Potential field-based modeling and stability analysis of heterogeneous traffic flow

Abstract

Car-following behavior is influenced by multiple factors. Utilizing the potential field theory, previously determined as a comprehensive representation of these influencing factors, this study introduces a unified potential field-based car-following model tailored for mixed traffic flow. Considering the diverse information receptivity of various vehicle types, the model is shaped to encapsulate both Human Driven Vehicles and Connected and Automated Vehicles. Using the characteristic equation-based method, the stability conditions of the model are delineated.
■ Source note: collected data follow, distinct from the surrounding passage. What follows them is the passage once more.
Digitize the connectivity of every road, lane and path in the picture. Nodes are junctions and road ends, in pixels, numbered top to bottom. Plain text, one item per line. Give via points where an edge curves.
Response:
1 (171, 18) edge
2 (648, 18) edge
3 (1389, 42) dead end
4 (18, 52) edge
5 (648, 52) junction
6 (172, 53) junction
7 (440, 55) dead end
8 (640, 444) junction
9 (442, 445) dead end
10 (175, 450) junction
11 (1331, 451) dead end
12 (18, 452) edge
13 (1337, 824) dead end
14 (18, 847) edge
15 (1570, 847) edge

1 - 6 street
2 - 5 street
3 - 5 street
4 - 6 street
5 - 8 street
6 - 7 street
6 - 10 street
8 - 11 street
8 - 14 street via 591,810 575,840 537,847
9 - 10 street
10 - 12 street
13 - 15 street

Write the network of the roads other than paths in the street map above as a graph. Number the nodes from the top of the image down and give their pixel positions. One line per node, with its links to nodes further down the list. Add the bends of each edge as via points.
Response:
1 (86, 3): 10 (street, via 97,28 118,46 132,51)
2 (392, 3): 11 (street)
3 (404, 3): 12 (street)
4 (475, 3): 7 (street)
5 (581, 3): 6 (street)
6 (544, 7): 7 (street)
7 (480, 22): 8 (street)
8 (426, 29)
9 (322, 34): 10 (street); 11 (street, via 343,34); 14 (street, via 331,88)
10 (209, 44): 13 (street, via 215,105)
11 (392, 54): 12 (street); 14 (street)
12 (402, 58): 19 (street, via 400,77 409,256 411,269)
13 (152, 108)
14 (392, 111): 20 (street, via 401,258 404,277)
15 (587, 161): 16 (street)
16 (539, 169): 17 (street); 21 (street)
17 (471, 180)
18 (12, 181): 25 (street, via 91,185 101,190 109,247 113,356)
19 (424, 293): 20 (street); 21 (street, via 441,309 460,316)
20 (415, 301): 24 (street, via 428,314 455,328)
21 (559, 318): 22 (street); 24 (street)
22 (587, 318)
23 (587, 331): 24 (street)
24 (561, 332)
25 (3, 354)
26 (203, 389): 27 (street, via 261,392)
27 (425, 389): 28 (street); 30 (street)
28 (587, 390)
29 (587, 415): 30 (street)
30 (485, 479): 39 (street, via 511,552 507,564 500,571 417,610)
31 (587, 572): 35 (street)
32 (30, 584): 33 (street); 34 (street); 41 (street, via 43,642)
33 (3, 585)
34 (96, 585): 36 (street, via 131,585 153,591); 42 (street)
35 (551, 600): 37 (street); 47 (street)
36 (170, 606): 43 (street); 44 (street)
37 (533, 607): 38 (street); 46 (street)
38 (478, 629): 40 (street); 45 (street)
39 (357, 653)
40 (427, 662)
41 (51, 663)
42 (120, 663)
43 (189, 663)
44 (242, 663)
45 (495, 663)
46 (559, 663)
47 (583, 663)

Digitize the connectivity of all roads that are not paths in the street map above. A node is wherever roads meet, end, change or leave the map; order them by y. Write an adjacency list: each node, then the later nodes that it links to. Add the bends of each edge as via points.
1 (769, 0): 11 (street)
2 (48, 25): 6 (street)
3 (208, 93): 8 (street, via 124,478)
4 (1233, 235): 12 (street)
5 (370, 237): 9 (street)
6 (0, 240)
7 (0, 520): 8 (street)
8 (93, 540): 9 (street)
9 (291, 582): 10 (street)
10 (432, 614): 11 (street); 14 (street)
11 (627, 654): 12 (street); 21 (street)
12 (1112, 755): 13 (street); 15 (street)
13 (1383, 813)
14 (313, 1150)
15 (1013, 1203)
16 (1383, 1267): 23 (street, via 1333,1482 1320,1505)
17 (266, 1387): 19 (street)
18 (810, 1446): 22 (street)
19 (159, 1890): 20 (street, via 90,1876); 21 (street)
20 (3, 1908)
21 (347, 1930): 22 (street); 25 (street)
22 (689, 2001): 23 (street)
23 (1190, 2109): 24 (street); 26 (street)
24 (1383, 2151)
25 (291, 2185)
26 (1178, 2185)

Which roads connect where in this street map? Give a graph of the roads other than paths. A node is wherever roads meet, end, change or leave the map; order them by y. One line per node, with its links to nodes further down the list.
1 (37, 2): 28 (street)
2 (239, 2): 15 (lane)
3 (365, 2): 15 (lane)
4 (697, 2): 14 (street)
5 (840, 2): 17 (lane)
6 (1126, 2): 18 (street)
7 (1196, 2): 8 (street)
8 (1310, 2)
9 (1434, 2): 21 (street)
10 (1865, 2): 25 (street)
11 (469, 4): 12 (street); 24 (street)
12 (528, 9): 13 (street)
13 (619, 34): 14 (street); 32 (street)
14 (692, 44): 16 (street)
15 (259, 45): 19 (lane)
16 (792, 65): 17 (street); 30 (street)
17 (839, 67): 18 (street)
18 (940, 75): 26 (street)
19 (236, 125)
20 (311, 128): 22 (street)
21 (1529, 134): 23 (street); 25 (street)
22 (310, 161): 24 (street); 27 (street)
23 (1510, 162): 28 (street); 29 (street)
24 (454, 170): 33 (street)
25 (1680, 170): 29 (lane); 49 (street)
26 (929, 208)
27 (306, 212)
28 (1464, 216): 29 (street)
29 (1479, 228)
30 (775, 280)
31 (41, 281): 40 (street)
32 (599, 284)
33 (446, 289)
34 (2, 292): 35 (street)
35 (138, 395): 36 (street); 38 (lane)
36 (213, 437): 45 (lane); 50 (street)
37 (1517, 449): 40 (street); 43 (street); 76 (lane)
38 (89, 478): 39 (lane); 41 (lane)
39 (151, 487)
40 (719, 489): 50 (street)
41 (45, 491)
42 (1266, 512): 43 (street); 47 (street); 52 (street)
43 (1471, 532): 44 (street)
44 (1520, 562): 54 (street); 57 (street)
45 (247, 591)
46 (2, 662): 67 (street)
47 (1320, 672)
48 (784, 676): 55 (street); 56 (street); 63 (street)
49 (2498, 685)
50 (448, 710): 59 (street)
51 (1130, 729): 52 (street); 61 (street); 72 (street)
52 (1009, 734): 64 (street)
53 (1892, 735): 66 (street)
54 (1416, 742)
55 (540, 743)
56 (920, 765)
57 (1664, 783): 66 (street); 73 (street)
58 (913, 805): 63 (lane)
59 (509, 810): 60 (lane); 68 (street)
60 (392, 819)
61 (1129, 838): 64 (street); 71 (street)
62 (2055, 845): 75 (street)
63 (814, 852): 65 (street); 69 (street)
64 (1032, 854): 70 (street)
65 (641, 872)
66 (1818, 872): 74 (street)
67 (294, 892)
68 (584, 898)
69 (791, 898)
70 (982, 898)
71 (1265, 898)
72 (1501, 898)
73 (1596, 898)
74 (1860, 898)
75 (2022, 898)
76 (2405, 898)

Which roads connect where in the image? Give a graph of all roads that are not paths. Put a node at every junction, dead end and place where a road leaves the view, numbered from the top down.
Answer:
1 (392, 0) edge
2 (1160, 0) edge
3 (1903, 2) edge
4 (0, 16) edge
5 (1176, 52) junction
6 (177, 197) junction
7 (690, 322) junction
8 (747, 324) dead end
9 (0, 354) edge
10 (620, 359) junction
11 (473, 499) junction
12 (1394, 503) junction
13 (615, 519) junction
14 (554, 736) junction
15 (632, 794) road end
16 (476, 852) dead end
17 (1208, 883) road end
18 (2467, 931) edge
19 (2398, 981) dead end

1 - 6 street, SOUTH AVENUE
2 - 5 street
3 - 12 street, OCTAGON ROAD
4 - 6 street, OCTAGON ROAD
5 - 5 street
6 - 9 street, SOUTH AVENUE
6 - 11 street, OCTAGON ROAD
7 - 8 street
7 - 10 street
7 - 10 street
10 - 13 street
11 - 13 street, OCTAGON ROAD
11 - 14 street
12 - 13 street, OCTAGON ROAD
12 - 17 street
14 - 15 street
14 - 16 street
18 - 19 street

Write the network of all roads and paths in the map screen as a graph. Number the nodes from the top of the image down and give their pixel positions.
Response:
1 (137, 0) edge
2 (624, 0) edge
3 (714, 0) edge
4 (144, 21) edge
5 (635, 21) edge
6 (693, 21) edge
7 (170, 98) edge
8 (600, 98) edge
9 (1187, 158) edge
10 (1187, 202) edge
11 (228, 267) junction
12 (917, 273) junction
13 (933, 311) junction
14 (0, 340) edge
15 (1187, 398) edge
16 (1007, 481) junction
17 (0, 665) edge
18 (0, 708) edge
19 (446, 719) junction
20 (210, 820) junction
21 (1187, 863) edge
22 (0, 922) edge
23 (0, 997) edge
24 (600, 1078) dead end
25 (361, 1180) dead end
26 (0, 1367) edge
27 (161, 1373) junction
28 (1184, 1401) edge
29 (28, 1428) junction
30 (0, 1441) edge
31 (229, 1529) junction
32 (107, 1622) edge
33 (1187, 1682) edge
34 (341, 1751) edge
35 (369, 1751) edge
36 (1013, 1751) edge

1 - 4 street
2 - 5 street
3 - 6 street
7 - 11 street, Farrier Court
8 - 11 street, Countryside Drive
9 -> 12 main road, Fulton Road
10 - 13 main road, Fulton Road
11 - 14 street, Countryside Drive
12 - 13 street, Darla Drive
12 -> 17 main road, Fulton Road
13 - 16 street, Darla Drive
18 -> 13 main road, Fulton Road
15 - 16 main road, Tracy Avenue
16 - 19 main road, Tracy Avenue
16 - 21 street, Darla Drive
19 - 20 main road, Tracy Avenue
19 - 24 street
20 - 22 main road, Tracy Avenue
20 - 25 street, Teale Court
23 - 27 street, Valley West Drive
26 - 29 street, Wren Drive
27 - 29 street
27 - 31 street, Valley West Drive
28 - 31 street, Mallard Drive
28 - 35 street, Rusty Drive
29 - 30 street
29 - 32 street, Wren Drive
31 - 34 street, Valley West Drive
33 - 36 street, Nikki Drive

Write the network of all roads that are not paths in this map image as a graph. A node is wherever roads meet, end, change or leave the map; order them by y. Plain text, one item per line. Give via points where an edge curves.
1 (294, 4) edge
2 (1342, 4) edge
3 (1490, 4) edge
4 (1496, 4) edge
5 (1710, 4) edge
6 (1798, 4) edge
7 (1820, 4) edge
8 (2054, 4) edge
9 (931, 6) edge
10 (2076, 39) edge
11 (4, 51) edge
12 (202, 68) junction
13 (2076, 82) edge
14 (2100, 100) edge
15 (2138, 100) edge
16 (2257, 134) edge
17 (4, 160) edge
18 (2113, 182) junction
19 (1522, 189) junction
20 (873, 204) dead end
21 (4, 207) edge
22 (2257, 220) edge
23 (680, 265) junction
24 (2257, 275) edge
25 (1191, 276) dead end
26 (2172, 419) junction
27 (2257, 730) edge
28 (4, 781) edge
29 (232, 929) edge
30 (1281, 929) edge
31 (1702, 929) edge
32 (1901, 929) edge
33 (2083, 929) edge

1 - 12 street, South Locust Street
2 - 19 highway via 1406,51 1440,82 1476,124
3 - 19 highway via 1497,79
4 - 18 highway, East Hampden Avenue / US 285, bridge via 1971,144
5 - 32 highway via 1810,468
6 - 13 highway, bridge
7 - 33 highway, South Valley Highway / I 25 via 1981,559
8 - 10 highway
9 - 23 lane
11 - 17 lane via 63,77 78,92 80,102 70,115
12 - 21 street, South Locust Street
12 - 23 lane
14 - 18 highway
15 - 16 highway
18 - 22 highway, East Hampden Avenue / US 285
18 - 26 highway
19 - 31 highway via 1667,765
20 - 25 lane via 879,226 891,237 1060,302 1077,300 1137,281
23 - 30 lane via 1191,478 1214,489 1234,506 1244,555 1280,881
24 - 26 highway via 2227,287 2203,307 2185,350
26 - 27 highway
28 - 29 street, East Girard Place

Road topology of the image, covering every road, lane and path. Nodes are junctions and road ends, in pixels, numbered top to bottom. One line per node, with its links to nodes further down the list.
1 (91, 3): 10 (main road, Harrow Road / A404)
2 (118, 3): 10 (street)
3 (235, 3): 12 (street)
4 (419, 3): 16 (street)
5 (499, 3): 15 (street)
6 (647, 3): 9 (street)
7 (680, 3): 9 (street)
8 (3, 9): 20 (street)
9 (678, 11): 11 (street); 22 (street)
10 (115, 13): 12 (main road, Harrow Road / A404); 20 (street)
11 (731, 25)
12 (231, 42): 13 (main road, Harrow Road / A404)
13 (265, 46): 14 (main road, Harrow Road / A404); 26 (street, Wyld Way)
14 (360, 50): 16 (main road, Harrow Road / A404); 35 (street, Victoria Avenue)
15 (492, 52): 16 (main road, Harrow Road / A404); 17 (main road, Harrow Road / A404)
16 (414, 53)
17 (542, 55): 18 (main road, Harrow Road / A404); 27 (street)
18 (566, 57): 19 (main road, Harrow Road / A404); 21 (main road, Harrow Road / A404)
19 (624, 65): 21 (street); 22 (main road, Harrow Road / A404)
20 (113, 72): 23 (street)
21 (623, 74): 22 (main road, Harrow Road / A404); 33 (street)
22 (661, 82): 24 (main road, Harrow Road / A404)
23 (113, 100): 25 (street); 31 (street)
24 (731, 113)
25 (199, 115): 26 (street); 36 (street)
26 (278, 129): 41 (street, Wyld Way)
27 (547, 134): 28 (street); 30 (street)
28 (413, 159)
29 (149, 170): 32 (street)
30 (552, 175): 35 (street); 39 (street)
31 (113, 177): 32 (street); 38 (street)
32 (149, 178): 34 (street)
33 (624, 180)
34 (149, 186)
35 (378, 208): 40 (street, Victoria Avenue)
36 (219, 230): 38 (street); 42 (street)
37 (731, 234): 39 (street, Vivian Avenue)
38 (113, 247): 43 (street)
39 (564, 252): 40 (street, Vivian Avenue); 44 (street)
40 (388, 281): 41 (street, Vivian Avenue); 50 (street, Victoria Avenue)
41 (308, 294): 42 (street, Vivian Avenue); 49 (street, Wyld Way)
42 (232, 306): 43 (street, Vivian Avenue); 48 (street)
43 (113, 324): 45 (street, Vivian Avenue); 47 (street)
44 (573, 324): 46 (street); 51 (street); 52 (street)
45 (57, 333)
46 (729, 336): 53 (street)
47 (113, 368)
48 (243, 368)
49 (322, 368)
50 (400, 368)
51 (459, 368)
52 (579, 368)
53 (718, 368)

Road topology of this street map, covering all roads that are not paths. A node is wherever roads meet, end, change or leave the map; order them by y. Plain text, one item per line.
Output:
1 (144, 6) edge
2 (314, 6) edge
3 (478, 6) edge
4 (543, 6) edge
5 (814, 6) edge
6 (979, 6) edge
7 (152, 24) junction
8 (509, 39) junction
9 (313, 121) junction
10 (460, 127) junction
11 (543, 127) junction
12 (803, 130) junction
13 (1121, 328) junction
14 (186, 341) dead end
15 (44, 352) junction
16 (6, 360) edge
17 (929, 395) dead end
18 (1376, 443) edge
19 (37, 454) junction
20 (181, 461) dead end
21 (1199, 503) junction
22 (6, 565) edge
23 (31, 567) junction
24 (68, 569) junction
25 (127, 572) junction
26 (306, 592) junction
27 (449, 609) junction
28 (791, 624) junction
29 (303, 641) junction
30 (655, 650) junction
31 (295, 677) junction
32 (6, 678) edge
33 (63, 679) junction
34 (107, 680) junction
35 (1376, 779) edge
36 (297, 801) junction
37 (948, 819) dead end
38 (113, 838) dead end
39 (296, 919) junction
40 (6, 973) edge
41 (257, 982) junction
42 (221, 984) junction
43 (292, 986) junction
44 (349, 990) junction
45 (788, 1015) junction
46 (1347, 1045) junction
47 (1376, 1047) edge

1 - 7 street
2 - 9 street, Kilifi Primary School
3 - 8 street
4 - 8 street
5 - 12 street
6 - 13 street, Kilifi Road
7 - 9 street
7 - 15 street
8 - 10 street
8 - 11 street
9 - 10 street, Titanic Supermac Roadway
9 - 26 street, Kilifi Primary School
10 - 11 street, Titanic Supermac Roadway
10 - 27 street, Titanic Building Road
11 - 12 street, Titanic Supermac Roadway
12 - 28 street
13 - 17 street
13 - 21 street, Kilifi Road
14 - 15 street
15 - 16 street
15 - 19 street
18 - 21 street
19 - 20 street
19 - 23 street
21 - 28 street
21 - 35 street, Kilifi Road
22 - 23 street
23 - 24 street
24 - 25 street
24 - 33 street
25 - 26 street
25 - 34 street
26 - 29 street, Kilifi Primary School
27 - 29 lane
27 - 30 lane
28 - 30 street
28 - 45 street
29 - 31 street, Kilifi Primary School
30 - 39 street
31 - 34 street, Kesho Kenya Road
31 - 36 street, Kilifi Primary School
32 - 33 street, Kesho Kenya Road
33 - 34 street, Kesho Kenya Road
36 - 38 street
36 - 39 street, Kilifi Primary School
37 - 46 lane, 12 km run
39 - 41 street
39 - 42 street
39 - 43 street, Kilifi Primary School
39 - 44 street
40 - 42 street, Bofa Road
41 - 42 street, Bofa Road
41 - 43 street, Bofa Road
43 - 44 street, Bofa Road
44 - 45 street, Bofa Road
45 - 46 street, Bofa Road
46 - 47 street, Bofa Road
Subsequently, a detailed examination of mixed traffic flow stability was conducted across varying Connected and Automated Vehicles penetration rates. Leveraging a dataset of 300 real-world trajectories, the results were benchmarked against classical models such as the Intelligent Driver Model. Notably, our proposed model exhibited an 18.67 % improvement in safety metrics and a 1.36 % improvement in fuel economy over the Intelligent Driver Model when representing Connected and Automated Vehicles. The stability of the mixed traffic flow was found to correlate strongly with vehicular time delay and acceleration parameter weights. Furthermore, augmenting the Connected and Automated Vehicles penetration rate surfaced as a promising strategy to bolster traffic flow stability. Collectively, these findings furnish substantial enhancements to the existing body of knowledge on mixed traffic flow stability, offering pragmatic insights for future research and real-world applications, including traffic management, urban planning, and the development of Intelligent Transport Systems.